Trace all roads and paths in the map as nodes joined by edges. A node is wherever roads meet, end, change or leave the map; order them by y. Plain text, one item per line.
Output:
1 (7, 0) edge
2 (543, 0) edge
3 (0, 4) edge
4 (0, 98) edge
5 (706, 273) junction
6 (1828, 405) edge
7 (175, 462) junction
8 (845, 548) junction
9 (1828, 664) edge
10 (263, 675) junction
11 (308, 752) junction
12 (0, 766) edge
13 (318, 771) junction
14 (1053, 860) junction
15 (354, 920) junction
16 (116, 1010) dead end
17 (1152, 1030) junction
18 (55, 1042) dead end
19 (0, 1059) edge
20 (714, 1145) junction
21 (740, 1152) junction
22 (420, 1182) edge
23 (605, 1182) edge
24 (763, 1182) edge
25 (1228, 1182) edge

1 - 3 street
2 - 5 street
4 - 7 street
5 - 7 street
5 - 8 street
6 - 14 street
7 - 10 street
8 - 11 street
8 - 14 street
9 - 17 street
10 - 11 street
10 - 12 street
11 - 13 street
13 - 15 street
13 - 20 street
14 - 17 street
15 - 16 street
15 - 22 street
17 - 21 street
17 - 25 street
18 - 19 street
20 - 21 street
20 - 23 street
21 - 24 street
○ ○ ○ ○ ○
#### Exercise
Line by line, copy the records exactly.

#### Output
Trace all roads and paths in the map as nodes joined by edges. A node is wherever roads meet, end, change or leave the map; order them by y. Plain text, one item per line.
Output:
1 (7, 0) edge
2 (543, 0) edge
3 (0, 4) edge
4 (0, 98) edge
5 (706, 273) junction
6 (1828, 405) edge
7 (175, 462) junction
8 (845, 548) junction
9 (1828, 664) edge
10 (263, 675) junction
11 (308, 752) junction
12 (0, 766) edge
13 (318, 771) junction
14 (1053, 860) junction
15 (354, 920) junction
16 (116, 1010) dead end
17 (1152, 1030) junction
18 (55, 1042) dead end
19 (0, 1059) edge
20 (714, 1145) junction
21 (740, 1152) junction
22 (420, 1182) edge
23 (605, 1182) edge
24 (763, 1182) edge
25 (1228, 1182) edge

1 - 3 street
2 - 5 street
4 - 7 street
5 - 7 street
5 - 8 street
6 - 14 street
7 - 10 street
8 - 11 street
8 - 14 street
9 - 17 street
10 - 11 street
10 - 12 street
11 - 13 street
13 - 15 street
13 - 20 street
14 - 17 street
15 - 16 street
15 - 22 street
17 - 21 street
17 - 25 street
18 - 19 street
20 - 21 street
20 - 23 street
21 - 24 street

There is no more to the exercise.